On 10/26/06, Roman Kyrylych <roman.kyrylych@gmail.com> wrote:
You don't need to do complex indexing. Indexing by package name is enough. By terms "small, fast, embedable" I mean that it's better than MySQL or something else. And it's better than dbm-style databases when it comes to random writing and transactions.
What I'm saying is that you have the overhead of a full-scale database with little gain. Indexing by package names, yes that's great and all, but that doesn't help with the slowest-of-the-slow -Ss operation. -Ss searches package names AND descriptions, allowing for regex matching. Sqlite (and most DBs) do not support regex matching. Indexing the search by package name means little, because a -Ss "foo" still SHOULD match a package named "barfoo" and a package with "foo" in the description.
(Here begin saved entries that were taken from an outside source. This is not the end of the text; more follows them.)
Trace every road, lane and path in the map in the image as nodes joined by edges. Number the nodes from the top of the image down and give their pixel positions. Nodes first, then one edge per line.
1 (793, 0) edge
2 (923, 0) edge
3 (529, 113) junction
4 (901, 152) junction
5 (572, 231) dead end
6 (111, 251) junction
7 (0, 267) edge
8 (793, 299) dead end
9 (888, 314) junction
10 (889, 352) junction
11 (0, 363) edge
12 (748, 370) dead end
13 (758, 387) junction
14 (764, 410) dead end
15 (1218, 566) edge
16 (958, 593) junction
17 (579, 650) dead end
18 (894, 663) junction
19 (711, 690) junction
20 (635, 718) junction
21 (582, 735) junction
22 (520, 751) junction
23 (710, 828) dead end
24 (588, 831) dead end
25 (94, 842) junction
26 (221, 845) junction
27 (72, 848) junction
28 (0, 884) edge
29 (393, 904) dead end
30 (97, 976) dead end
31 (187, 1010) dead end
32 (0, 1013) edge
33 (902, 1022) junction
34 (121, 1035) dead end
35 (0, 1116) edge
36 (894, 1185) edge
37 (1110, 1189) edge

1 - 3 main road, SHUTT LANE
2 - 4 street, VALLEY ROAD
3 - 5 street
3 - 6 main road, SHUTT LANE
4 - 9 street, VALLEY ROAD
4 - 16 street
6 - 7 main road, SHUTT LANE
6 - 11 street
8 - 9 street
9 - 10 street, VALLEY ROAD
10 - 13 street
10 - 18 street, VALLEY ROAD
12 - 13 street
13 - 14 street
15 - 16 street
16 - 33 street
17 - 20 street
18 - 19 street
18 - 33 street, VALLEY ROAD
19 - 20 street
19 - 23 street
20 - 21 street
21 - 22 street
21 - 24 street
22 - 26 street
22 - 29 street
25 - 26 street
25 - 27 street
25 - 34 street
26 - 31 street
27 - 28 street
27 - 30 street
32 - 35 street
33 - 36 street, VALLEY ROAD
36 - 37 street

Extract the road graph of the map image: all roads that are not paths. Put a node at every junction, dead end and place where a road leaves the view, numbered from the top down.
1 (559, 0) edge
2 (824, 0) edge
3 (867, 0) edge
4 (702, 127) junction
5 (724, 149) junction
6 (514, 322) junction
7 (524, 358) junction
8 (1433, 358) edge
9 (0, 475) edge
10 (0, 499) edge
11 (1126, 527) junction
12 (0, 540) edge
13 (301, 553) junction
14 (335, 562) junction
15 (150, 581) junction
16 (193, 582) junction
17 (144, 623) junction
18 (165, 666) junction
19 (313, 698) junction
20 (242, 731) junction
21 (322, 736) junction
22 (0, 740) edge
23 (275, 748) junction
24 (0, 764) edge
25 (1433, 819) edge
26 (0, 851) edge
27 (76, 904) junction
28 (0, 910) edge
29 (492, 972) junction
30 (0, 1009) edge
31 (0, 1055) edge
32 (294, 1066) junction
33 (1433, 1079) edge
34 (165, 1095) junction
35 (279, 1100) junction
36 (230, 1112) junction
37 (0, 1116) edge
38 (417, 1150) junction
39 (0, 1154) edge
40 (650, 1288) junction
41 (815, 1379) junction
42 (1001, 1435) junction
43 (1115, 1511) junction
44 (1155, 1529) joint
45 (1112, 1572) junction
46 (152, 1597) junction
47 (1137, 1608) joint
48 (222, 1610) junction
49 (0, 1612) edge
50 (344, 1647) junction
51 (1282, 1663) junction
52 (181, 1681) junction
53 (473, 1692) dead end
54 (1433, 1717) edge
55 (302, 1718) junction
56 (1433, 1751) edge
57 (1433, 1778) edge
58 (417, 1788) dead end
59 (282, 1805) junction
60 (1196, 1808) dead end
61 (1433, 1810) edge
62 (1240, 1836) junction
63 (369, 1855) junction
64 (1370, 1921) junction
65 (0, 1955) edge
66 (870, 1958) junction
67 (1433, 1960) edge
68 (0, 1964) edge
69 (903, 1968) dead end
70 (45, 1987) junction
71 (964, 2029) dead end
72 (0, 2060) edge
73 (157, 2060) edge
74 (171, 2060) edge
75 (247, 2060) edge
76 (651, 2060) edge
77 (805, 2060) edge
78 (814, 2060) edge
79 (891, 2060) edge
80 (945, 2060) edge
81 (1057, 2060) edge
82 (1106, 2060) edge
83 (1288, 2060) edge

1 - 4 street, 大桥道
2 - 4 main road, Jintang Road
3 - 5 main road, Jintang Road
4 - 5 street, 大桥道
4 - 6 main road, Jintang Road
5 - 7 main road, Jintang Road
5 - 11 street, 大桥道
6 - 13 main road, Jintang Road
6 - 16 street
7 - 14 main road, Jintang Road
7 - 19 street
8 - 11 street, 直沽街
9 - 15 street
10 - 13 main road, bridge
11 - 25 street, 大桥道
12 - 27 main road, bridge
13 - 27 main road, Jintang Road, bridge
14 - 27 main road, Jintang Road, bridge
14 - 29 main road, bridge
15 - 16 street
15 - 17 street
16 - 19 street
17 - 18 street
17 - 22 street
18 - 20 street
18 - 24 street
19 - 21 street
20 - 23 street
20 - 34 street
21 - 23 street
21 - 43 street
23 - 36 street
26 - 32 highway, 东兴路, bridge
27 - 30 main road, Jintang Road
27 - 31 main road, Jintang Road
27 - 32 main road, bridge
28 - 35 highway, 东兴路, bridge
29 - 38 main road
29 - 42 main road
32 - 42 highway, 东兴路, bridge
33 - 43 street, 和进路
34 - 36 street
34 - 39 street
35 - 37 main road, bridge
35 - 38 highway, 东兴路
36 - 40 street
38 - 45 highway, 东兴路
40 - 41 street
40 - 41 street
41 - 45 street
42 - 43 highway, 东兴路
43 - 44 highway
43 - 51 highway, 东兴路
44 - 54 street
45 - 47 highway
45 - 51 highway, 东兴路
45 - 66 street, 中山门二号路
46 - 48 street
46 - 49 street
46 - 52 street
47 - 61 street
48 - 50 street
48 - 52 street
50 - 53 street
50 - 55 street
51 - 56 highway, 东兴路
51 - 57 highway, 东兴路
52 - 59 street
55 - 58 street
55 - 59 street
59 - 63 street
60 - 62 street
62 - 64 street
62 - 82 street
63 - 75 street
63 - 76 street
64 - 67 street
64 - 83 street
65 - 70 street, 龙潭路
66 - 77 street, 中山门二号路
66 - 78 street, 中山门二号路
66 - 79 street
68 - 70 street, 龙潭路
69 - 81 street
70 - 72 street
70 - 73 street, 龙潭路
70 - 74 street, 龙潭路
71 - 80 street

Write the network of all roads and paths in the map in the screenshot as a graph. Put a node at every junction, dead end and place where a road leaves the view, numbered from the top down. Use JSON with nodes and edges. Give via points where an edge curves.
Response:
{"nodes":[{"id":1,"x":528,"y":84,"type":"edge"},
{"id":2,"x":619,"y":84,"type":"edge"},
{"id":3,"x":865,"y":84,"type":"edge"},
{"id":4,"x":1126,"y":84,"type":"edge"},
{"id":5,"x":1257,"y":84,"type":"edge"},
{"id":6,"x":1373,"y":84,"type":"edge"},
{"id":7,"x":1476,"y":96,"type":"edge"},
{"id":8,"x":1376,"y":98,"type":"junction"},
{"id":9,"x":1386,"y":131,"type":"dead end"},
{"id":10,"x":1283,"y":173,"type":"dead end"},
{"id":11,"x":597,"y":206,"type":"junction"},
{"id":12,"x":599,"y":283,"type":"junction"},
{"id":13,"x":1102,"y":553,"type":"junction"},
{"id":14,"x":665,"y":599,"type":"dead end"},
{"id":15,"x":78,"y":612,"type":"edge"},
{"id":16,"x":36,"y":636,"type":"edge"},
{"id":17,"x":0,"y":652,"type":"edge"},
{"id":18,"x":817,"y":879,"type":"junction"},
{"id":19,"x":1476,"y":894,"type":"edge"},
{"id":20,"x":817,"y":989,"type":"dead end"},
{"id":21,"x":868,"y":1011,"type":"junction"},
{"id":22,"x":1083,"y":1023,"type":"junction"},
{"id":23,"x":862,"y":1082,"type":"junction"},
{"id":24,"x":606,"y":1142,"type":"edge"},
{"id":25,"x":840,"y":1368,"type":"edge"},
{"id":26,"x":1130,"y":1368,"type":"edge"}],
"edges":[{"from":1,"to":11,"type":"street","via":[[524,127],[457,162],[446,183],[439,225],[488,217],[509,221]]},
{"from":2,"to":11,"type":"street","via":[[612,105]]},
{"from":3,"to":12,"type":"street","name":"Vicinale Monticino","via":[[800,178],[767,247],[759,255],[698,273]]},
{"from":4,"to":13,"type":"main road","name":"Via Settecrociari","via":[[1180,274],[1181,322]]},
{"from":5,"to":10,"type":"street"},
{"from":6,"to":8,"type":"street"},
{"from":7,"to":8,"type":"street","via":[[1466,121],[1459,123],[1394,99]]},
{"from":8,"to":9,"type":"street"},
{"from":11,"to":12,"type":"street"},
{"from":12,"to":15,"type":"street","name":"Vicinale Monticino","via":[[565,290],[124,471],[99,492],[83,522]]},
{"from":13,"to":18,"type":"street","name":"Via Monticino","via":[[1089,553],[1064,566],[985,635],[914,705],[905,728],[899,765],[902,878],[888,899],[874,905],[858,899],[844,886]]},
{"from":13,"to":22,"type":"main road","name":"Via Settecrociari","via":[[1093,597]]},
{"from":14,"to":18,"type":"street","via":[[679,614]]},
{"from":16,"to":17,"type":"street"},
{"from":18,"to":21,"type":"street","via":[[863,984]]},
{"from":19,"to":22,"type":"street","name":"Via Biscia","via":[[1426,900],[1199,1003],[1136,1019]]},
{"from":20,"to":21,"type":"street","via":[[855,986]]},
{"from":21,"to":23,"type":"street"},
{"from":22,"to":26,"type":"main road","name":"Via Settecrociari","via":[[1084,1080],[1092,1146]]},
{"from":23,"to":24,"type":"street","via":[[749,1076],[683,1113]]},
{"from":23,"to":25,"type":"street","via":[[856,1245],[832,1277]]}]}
This means a sequential search. Not only that, but because the DB will not support regex, that means that one must iterate over each and every entry, get the values at the C level, apply a regex pattern, and note if it is a match or not. The only speed you gain would be in the initial opening of the files. To me, this does not mean a DB backend is the solution. It may be better than the files backend, yes, but not the best, and outperforming the files backend is not hard... I was able to improve performance approximately 6 times by simply using the db.tar.gz files in place of disparate text files.